No circularity: claims rest on external experimental evaluation rather than self-referential definitions or fitted inputs

full rationale

The paper describes a test-time adaptation method (layer-wise low-rank anatomical conditioning plus OSEM warm-starting) pretrained on phantom data and applied to clinical distributions without paired ground truth. Superiority is asserted via experiments on multiple clinical datasets in full- and limited-angle settings. No equations or steps reduce a claimed prediction to a fitted parameter by construction, no uniqueness theorem is imported from self-citations, and no ansatz is smuggled via prior work. The central performance claims are therefore independent of the method's own inputs and rest on external data evaluation.

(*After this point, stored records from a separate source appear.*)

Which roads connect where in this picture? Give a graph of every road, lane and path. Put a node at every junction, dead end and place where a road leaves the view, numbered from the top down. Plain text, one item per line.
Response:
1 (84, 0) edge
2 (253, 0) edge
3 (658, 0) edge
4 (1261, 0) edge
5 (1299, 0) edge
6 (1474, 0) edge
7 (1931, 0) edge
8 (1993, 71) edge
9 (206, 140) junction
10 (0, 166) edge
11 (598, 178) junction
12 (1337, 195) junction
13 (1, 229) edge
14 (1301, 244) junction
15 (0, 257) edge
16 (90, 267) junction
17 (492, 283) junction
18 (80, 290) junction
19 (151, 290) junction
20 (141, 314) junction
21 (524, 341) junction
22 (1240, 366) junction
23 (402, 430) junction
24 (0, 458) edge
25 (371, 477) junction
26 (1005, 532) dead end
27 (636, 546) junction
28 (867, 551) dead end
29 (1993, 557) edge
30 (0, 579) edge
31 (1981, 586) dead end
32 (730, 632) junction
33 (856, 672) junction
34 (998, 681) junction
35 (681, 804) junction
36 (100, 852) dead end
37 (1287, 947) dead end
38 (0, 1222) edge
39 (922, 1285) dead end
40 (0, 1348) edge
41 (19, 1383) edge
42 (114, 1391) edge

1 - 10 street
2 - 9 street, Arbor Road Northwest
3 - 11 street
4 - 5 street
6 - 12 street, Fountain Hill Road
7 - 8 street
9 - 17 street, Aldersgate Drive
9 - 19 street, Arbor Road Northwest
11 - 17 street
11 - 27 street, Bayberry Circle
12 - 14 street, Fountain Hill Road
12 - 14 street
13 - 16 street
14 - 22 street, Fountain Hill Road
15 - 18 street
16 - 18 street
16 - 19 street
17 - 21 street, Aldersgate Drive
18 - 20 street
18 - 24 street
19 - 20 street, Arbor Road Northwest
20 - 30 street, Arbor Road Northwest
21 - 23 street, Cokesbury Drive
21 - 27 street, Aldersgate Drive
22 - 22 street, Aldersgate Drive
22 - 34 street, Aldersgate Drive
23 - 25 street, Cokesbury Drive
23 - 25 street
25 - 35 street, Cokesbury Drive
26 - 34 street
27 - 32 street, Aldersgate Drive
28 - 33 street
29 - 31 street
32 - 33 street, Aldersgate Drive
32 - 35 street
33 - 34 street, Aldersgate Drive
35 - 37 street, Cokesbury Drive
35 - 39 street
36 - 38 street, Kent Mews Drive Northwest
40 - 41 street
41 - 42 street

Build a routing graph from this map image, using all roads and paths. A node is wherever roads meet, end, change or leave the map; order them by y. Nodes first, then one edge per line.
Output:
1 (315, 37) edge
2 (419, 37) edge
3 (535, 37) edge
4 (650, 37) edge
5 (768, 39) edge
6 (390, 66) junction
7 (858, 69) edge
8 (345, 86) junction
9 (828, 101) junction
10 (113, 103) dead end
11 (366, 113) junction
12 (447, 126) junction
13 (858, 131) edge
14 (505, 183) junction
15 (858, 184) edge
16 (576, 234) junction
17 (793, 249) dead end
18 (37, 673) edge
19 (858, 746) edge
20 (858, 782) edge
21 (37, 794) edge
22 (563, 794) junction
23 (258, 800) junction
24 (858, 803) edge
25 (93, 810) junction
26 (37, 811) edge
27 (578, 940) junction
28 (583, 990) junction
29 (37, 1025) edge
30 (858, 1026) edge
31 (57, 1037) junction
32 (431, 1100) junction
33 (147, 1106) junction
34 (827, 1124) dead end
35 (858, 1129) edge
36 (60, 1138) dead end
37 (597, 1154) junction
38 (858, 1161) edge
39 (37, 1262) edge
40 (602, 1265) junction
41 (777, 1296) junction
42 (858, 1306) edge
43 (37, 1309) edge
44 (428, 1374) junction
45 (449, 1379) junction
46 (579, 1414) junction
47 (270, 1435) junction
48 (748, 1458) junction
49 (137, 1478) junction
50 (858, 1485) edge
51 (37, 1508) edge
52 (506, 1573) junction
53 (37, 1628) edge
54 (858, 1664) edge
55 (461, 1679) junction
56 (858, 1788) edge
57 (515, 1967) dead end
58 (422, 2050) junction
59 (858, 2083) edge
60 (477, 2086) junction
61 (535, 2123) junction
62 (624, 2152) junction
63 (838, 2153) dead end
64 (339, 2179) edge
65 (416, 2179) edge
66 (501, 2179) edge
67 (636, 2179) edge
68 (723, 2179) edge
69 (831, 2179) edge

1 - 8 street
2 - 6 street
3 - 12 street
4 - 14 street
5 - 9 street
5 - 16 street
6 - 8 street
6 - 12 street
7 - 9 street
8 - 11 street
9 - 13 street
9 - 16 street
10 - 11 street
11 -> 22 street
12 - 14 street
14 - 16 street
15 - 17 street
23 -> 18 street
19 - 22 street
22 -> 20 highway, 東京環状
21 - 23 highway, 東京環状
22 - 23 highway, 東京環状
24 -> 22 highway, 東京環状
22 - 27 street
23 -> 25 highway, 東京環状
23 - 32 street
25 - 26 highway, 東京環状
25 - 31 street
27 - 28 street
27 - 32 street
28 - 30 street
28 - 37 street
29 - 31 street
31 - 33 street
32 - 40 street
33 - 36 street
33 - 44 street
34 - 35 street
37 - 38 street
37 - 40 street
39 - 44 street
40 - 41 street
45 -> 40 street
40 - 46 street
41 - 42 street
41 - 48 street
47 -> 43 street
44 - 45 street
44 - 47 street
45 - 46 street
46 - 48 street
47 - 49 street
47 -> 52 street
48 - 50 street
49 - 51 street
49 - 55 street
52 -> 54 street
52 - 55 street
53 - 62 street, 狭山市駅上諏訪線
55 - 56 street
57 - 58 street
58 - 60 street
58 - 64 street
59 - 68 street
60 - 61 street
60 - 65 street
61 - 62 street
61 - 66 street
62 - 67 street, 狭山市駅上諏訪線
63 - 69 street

Axiom & Free-Parameter Ledger

0 free parameters · 1 axioms · 0 invented entities

Based solely on the abstract; no explicit free parameters, invented entities, or detailed axioms are stated. The central adaptation claim rests on an implicit domain assumption about transferability from phantom to clinical data.

axioms (1)
  • domain assumption Generative models pretrained solely on phantom data capture transferable principles that can be adapted to clinical PET distributions via test-time techniques without paired ground truth.
    This premise is required for the entire test-time adaptation framework to function as described.